Sábado, 27 Novembro 2021

​A saída de Salles

O ministro do Meio Ambiente, Ricardo Salles, pediu demissão há uma semana, sob pressão de duas operações deflagradas, como consequência de sua atuação no cargo, agora tendo, para além dos problemas de desmatamento e sucateamento de instituições ambientais, denúncias de ilegalidades.

As denúncias de corrupção sobre Salles, em seu caso, envolvem ilegalidades com madeireiras, sobretudo no exercício de advocacia administrativa, que é o ato de beneficiar particulares com a sua influência como agente público, neste caso das madeireiras, fraudando documentos que camuflavam extração ilegal.

As entidades ambientais, como o Observatório do Clima, a WWF e o Greenpeace, comemoraram a saída do ministro, embora se demonstrem céticos quanto às mudanças na política ambiental do governo Bolsonaro. Acusam, por sua vez, a gestão de Salles de ter provocado o aumento do desmatamento, das queimadas, das emissões de gás carbônico e, por fim, de ter operado uma verdadeira degradação da imagem internacional do Brasil no assunto meio ambiente.

O novo ministro nomeado não sinaliza nenhuma luz nestas trevas, pois Joaquim Álvaro Pereira Leite foi durante duas décadas membro da Sociedade Rural Brasileira (SRB), entidade ruralista das mais antigas e influentes do Brasil. Outro fator que não nos dá nenhuma luz nestas sombras foi a aprovação, sem debate e a toque de caixa, do texto do PL 490/2007. Este projeto de lei inviabiliza, praticamente, as demarcações de terras indígenas e abre a porteira destes territórios para atividades econômicas predatórias. Foi aprovado pela CCJ (Comissão de Constituição e Justiça), presidida pela governista Bia Kicis, com um desrespeito à Constituição Federal e à democracia.

Ricardo Salles está com seu nome envolvido em denúncias de tráfico ilegal de madeira e ações de obstrução de investigações em um caso de desmatamento. A mudança de governo nos Estados Unidos, com a entrada de Joe Biden, aumentou a pressão sobre o governo brasileiro em relação ao meio ambiente, uma vez que sob Trump, esta pressão vinha da Europa, mas agora as coisas ficaram mais difíceis, pois houve um forte aumento nos alertas de desmatamento e extração ilegal de madeira na Amazônia.

Aqui, mais uma "coincidência incrível", esta que serve de cortina de fumaça, pois a demissão de Salles acontece no mesmo dia em que vem à tona o caso das denúncias de irregularidades a respeito da compra da vacina indiana Covaxin.

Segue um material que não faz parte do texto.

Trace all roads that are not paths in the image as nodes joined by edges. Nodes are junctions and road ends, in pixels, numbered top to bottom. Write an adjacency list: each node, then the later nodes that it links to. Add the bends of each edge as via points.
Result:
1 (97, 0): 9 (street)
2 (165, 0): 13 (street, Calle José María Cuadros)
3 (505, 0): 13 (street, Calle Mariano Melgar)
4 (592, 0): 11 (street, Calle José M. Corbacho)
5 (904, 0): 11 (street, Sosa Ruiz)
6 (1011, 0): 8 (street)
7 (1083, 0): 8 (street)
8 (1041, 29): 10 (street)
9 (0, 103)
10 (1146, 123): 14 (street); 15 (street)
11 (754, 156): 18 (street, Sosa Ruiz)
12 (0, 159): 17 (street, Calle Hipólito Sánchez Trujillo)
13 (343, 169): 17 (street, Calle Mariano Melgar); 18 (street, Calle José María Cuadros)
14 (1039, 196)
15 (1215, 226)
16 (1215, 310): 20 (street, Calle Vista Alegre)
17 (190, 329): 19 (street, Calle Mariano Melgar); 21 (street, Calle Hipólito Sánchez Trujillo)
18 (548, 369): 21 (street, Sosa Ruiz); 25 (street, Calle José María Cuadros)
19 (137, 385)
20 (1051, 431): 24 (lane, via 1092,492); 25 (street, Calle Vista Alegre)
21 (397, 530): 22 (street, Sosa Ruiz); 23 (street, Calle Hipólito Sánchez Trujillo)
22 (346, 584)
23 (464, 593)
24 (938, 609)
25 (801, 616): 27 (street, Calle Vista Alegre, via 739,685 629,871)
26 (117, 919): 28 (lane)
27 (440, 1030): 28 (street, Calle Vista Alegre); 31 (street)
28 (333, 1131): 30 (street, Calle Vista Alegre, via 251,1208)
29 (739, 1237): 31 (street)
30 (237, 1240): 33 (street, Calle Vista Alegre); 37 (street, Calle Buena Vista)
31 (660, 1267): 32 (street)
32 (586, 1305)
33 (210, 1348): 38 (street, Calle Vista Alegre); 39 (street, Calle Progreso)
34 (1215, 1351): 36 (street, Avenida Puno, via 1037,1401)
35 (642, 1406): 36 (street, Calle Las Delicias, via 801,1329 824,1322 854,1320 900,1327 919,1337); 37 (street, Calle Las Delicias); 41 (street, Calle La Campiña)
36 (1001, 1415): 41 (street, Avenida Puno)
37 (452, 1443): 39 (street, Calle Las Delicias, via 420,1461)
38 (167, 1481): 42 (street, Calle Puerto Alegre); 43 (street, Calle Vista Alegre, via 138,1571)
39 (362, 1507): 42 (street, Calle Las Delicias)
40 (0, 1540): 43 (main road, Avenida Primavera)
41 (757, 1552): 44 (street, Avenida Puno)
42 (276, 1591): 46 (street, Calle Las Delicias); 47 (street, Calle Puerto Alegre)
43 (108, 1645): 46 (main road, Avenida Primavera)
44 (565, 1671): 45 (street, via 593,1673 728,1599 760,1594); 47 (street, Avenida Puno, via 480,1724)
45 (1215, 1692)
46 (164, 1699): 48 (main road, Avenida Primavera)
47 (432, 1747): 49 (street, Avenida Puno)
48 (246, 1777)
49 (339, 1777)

Esta cortina de fumaça também foi operada no caso da demissão do ministro da Educação, Abraham Weintraub, que foi no mesmo dia em que Queiroz foi preso na casa do advogado dos Bolsonaro, Frederick Wassef.

Salles é alvo de dois inquéritos autorizados pelo Supremo Tribunal Federal (STF) no âmbito de operações da Polícia Federal: a Handroantus, relacionada à apreensão milionária de madeira ilegal em dezembro de 2020, e a Akuanduba, esta que desbaratou em maio deste ano um esquema de exportação ilegal de toras, tendo as duas operações levantando suspeitas sobre extração ilegal de madeira na Amazônia e no Pará.

No caso da Akuanduba, segundo a Polícia Federal, houve denúncias de autoridades norte-americanas sobre "desvio de conduta de servidores públicos brasileiros no processo de exportação de madeira". E agora em junho, a ministra do STF, Carmen Lúcia, autorizou a instauração de um inquérito para investigar o então ministro sob acusação de crimes como advocacia administrativa, criar dificuldades para a fiscalização ambiental, e atrapalhar a investigação de infração penal envolvendo organização criminosa.

Por fim, a pressão sobre Salles aumentou nas últimas semanas, culminando com a apreensão de seu celular para investigações, uma vez que demorou para entregar o aparelho à justiça para análise.

O que vemos aqui é uma sucessão de eventos, envolvendo duas operações que investigam ilegalidades, e o agravamento da imagem internacional do Brasil em relação ao meio ambiente, mesmo com algumas colocações hipócritas de Bolsonaro na Convenção do Clima, e a perspectiva para o meio ambiente com este novo ministro, por sua vez, também não promete ser uma das mais brilhantes.

Gustavo Bastos, filósofo e escritor.